Dynamics of Activity of the Key Enzymes of Polyhydroxyalkanoate Metabolism in Ralstonia eutropha B5786
- Cite this article as:
- Volova, T.G., Kalacheva, G.S., Gorbunova, O.V. et al. Applied Biochemistry and Microbiology (2004) 40: 170. doi:10.1023/B:ABIM.0000018921.04863.d5
- 90 Downloads
The dynamics of accumulation of polyhydroxybutyrate (PHB) and the activities of key enzymes of PHB metabolism (β-ketothiolase, acetoacetyl-CoA reductase, PHB synthase, D-hydroxybutyrate dehydrogenase, and PHB depolymerase) in the hydrogen bacterium Ralstonia eutropha B5786 were studied under various conditions of carbon nutrition and substrate availability. The highest activities of β-ketothiolase, acetoacetyl-CoA reductase, and PHB synthase were recorded during acceleration of PHB synthesis.
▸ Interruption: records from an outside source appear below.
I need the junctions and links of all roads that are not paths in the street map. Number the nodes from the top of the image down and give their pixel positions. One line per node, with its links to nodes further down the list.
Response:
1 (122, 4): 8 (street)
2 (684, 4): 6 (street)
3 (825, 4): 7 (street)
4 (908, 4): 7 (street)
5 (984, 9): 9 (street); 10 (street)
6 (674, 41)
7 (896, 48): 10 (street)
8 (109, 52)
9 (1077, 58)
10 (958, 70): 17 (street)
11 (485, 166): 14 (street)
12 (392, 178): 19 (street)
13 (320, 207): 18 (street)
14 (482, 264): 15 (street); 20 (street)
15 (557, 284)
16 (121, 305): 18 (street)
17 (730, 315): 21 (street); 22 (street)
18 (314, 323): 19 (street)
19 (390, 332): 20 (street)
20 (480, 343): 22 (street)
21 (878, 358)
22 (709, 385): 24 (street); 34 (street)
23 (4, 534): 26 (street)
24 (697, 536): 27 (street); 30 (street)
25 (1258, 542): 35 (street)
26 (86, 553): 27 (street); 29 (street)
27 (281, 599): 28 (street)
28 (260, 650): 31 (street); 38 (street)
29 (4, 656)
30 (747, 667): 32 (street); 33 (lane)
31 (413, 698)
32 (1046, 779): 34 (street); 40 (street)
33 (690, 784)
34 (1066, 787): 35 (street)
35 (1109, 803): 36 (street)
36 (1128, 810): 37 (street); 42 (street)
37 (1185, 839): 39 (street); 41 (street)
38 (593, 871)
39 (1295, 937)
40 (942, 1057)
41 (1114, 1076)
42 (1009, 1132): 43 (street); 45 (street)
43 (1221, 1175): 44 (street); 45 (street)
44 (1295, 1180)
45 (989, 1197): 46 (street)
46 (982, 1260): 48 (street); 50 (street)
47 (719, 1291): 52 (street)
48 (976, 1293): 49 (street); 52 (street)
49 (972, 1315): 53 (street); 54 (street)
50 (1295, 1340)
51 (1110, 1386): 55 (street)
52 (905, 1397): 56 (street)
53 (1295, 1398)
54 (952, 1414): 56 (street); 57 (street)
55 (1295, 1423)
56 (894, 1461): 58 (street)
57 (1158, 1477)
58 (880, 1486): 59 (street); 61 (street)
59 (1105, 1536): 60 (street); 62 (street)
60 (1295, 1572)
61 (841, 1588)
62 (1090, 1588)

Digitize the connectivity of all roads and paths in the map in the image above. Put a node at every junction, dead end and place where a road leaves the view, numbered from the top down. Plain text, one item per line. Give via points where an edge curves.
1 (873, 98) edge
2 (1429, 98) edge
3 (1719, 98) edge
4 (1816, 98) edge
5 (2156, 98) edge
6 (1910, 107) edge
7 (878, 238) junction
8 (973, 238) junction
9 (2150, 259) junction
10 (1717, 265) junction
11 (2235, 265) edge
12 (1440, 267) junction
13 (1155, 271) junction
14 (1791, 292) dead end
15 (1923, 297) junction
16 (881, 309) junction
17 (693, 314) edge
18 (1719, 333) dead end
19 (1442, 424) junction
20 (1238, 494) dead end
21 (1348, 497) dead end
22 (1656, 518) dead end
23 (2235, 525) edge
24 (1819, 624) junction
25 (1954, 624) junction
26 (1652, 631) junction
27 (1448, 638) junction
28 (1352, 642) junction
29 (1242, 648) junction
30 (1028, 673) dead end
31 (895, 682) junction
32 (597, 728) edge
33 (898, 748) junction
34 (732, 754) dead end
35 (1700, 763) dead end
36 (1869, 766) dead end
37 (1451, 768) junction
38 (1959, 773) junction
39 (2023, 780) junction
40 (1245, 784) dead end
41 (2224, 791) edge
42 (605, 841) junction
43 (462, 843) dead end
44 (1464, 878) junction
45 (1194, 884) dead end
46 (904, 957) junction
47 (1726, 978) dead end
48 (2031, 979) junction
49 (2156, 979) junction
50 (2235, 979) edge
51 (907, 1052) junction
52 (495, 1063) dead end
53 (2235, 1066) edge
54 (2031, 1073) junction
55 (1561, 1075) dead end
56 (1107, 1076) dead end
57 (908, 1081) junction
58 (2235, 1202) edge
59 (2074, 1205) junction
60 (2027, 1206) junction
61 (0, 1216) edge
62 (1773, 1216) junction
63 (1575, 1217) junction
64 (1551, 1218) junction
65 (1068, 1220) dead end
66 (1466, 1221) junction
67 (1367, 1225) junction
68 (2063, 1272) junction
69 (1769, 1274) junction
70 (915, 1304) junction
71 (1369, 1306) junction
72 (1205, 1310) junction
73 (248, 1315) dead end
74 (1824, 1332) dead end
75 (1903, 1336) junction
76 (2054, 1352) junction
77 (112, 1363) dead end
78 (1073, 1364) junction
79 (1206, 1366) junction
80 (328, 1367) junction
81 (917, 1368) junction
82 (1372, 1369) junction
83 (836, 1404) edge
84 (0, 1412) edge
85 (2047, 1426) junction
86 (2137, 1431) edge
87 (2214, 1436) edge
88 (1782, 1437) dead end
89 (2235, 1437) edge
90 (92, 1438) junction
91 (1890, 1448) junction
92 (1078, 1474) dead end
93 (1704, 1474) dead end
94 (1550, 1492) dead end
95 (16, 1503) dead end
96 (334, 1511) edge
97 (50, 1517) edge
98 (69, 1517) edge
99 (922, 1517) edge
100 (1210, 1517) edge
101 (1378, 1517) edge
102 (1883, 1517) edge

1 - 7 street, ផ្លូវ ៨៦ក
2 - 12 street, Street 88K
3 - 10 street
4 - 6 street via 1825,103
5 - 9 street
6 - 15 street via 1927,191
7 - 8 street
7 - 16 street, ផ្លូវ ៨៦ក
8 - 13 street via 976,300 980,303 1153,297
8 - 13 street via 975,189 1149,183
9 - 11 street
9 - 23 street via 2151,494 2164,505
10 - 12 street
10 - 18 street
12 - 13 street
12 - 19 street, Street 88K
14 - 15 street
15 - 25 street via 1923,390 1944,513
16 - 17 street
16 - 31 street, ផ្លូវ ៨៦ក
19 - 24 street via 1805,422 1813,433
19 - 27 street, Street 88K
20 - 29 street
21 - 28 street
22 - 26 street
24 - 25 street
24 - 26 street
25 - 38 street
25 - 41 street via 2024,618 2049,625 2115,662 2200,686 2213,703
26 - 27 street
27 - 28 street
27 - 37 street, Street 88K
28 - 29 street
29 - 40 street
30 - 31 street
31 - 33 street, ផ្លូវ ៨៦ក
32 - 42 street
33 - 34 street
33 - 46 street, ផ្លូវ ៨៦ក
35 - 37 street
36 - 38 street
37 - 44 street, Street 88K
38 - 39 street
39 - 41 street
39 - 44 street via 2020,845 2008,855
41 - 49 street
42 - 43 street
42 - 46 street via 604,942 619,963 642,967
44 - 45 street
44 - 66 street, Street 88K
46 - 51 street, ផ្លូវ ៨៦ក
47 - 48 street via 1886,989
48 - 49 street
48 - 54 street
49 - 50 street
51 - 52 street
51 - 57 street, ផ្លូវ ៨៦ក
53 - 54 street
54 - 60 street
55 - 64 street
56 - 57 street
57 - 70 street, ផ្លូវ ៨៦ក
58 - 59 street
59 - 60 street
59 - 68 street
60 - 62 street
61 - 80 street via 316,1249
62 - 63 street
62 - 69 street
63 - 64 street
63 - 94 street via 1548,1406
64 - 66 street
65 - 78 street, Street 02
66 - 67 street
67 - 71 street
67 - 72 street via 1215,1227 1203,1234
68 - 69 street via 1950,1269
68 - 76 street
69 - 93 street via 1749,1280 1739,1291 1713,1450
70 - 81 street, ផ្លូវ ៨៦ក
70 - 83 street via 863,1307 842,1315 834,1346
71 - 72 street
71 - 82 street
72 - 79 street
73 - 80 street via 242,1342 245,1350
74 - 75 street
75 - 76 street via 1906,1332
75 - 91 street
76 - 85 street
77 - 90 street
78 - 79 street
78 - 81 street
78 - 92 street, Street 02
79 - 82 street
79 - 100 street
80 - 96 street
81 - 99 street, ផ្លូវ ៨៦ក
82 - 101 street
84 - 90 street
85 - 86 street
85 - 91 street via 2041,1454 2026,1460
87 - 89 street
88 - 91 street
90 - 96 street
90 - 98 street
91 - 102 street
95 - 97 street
The activities of enzymes catalyzing PHB depolymerization (PHB depolymerase and D-hydroxybutyrate dehydrogenase) were low, being expressed only upon stimulated endogenous PHB degradation. The change of carbon source (CO2 or fructose) did not affect the time course of the enzyme activity significantly.